### RECORDS SHOWN ###

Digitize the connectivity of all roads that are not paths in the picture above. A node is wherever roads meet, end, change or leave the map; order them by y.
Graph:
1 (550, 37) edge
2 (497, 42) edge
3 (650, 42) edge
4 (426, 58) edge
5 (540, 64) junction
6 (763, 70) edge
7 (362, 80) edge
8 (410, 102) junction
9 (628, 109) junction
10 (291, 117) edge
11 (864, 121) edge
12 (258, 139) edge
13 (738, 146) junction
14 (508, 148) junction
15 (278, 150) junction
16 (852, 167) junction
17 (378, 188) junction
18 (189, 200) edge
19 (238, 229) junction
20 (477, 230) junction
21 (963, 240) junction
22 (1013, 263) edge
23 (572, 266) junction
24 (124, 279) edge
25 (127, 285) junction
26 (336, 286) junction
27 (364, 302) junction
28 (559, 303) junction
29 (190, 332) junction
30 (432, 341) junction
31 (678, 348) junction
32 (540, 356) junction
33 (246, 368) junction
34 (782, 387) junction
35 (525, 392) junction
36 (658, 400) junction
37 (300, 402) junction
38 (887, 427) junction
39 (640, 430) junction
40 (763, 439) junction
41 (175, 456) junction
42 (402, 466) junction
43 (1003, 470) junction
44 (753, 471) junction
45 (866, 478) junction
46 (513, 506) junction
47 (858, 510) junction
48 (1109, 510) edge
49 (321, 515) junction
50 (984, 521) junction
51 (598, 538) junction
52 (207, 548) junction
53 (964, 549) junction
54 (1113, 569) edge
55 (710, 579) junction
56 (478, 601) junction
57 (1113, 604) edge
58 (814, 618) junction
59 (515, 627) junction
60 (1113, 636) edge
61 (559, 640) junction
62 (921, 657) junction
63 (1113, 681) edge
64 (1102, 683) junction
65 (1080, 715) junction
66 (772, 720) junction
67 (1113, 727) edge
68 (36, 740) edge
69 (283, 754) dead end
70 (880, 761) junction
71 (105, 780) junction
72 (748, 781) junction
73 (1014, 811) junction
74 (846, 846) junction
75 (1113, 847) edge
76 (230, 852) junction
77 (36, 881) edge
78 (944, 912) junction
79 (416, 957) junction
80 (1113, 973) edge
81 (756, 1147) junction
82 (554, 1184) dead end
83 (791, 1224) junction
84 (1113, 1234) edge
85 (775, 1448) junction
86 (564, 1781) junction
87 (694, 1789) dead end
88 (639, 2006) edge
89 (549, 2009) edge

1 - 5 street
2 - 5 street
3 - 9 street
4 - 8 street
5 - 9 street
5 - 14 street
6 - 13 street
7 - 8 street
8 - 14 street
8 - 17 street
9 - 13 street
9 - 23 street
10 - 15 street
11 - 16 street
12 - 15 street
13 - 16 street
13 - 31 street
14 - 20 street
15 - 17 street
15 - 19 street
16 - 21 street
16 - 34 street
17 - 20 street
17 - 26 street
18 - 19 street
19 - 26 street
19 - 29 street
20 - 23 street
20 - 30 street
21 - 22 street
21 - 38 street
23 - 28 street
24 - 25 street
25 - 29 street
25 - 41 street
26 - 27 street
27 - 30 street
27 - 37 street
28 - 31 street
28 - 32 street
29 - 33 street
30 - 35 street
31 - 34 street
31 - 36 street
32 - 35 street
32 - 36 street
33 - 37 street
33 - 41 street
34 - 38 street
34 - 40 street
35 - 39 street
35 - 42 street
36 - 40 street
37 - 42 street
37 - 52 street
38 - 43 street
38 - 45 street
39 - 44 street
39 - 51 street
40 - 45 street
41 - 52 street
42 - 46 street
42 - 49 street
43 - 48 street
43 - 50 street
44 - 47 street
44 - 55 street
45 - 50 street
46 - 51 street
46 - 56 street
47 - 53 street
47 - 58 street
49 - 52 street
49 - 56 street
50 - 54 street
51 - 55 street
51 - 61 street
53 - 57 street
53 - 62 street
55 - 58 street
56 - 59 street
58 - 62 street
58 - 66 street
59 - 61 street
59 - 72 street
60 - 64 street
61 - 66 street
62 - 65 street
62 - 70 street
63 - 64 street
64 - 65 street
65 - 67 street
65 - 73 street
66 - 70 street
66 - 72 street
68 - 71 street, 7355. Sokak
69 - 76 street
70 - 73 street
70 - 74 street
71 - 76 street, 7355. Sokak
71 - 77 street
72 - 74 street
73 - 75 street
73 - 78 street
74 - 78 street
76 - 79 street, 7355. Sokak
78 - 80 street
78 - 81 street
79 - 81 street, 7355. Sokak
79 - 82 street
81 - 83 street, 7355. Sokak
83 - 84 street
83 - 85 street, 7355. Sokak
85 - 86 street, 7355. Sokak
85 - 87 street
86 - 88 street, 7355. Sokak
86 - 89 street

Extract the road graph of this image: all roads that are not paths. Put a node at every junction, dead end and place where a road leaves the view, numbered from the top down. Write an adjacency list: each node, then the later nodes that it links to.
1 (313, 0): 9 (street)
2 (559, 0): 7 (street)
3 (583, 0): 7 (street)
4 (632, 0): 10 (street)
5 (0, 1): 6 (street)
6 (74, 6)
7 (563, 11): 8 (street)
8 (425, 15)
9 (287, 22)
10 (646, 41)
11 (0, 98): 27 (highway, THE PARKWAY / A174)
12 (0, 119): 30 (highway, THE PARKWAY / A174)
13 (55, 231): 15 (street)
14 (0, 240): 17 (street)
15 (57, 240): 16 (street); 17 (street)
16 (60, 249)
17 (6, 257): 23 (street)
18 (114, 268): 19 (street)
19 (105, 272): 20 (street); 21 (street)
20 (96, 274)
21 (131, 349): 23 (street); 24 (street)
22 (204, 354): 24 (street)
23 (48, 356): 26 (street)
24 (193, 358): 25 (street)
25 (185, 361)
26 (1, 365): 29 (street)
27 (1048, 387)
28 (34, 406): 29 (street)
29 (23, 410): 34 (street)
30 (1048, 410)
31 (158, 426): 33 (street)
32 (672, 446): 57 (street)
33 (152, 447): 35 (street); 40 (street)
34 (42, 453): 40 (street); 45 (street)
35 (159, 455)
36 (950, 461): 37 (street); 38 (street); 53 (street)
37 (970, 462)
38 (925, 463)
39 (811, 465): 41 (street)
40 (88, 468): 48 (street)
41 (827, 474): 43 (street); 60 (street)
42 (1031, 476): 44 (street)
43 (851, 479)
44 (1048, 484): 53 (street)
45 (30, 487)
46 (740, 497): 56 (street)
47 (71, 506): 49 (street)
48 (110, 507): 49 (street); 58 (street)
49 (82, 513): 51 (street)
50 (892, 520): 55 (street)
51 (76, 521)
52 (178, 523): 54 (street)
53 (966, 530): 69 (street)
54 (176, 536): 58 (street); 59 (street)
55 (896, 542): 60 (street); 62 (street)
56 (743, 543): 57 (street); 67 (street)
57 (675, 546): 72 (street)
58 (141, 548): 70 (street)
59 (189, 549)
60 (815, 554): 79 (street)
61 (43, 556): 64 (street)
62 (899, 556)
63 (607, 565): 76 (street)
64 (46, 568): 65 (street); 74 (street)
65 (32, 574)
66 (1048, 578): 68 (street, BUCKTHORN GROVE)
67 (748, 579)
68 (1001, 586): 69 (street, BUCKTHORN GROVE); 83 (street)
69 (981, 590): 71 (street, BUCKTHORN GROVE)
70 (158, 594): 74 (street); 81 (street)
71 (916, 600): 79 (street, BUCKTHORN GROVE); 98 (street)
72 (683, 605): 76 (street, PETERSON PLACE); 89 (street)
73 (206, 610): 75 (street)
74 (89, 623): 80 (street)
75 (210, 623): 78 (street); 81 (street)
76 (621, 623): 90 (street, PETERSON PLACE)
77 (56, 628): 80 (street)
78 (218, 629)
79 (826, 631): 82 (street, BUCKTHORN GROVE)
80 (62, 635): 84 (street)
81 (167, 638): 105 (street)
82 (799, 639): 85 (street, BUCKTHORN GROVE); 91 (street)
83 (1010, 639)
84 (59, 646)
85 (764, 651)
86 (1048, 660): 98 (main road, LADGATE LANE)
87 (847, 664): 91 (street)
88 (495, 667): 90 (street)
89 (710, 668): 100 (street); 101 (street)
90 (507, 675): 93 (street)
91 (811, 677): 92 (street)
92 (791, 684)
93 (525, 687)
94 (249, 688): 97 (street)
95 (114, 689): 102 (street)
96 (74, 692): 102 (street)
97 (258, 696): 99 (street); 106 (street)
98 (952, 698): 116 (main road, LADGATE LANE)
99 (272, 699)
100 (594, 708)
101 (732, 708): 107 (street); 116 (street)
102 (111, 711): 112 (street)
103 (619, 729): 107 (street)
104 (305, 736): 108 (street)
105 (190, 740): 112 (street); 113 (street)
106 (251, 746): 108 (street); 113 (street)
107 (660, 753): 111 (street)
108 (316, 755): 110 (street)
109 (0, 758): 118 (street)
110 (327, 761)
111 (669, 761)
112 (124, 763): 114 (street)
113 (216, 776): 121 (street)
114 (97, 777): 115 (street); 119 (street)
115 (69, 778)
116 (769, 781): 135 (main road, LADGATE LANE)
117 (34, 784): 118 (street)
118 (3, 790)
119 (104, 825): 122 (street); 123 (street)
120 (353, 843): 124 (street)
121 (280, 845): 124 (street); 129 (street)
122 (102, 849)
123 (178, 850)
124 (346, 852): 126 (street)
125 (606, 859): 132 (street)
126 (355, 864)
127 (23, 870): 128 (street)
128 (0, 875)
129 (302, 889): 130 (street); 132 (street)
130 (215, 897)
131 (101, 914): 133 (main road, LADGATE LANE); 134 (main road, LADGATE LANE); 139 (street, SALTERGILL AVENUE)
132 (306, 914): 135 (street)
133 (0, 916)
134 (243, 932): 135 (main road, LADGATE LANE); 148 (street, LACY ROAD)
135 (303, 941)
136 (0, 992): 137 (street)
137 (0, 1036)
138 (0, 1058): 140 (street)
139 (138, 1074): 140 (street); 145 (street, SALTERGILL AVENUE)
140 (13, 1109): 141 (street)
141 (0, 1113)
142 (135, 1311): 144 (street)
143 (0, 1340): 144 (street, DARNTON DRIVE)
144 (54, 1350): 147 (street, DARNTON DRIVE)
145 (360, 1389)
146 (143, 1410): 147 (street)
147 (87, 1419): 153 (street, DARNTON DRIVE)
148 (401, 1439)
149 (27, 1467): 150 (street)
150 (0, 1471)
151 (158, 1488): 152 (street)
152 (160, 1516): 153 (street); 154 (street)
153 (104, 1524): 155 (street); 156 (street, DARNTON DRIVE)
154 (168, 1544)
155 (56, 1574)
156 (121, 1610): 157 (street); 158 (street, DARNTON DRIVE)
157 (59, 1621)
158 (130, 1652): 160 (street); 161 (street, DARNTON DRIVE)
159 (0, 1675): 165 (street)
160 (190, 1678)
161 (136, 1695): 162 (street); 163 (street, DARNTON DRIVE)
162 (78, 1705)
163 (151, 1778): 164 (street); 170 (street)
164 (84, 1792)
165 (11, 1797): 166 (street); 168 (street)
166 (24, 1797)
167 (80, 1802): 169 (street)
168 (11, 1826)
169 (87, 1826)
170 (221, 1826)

###

EXERCISE DESCRIPTION
Look through the entries above and find each line where the word "that" occurs; copy those lines.

SOLUTION TO THE EXERCISE
Digitize the connectivity of all roads that are not paths in the picture above. A node is wherever roads meet, end, change or leave the map; order them by y.
Extract the road graph of this image: all roads that are not paths. Put a node at every junction, dead end and place where a road leaves the view, numbered from the top down. Write an adjacency list: each node, then the later nodes that it links to.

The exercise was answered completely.